**Assignment**
Start at the first record below and retype through the last, exactly.

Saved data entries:
↓

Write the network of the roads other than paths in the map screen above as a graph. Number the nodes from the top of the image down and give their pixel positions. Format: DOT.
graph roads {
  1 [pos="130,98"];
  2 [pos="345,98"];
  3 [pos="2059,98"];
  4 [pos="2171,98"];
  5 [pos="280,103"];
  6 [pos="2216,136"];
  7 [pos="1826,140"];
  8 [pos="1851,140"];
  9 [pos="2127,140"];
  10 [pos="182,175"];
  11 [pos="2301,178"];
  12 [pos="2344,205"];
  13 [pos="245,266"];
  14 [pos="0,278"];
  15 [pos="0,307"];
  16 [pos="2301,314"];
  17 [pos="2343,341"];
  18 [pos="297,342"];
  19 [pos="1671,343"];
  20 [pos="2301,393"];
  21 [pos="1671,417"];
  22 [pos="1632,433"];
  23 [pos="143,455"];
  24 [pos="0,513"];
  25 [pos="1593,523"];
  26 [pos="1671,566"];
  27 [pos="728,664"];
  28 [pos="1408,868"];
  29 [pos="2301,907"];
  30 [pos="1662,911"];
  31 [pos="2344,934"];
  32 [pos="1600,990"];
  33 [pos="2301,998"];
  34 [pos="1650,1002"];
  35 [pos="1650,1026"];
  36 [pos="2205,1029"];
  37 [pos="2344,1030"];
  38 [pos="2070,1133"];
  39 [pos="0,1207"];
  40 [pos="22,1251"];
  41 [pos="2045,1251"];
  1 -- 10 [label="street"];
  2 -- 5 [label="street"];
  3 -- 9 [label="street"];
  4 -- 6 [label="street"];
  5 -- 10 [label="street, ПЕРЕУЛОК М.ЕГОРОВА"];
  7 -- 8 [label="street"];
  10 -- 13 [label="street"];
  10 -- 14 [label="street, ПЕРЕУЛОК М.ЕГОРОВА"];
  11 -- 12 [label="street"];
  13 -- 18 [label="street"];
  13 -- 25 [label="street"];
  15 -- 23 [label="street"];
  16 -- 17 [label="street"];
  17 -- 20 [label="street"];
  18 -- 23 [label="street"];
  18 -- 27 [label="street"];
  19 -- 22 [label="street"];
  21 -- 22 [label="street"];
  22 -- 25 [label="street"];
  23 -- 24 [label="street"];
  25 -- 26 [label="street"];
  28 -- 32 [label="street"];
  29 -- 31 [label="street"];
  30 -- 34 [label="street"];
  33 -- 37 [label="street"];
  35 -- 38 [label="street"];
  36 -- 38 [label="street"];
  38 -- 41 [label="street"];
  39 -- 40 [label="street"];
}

↑

**Task solution**
Write the network of the roads other than paths in the map screen above as a graph. Number the nodes from the top of the image down and give their pixel positions. Format: DOT.
graph roads {
  1 [pos="130,98"];
  2 [pos="345,98"];
  3 [pos="2059,98"];
  4 [pos="2171,98"];
  5 [pos="280,103"];
  6 [pos="2216,136"];
  7 [pos="1826,140"];
  8 [pos="1851,140"];
  9 [pos="2127,140"];
  10 [pos="182,175"];
  11 [pos="2301,178"];
  12 [pos="2344,205"];
  13 [pos="245,266"];
  14 [pos="0,278"];
  15 [pos="0,307"];
  16 [pos="2301,314"];
  17 [pos="2343,341"];
  18 [pos="297,342"];
  19 [pos="1671,343"];
  20 [pos="2301,393"];
  21 [pos="1671,417"];
  22 [pos="1632,433"];
  23 [pos="143,455"];
  24 [pos="0,513"];
  25 [pos="1593,523"];
  26 [pos="1671,566"];
  27 [pos="728,664"];
  28 [pos="1408,868"];
  29 [pos="2301,907"];
  30 [pos="1662,911"];
  31 [pos="2344,934"];
  32 [pos="1600,990"];
  33 [pos="2301,998"];
  34 [pos="1650,1002"];
  35 [pos="1650,1026"];
  36 [pos="2205,1029"];
  37 [pos="2344,1030"];
  38 [pos="2070,1133"];
  39 [pos="0,1207"];
  40 [pos="22,1251"];
  41 [pos="2045,1251"];
  1 -- 10 [label="street"];
  2 -- 5 [label="street"];
  3 -- 9 [label="street"];
  4 -- 6 [label="street"];
  5 -- 10 [label="street, ПЕРЕУЛОК М.ЕГОРОВА"];
  7 -- 8 [label="street"];
  10 -- 13 [label="street"];
  10 -- 14 [label="street, ПЕРЕУЛОК М.ЕГОРОВА"];
  11 -- 12 [label="street"];
  13 -- 18 [label="street"];
  13 -- 25 [label="street"];
  15 -- 23 [label="street"];
  16 -- 17 [label="street"];
  17 -- 20 [label="street"];
  18 -- 23 [label="street"];
  18 -- 27 [label="street"];
  19 -- 22 [label="street"];
  21 -- 22 [label="street"];
  22 -- 25 [label="street"];
  23 -- 24 [label="street"];
  25 -- 26 [label="street"];
  28 -- 32 [label="street"];
  29 -- 31 [label="street"];
  30 -- 34 [label="street"];
  33 -- 37 [label="street"];
  35 -- 38 [label="street"];
  36 -- 38 [label="street"];
  38 -- 41 [label="street"];
  39 -- 40 [label="street"];
}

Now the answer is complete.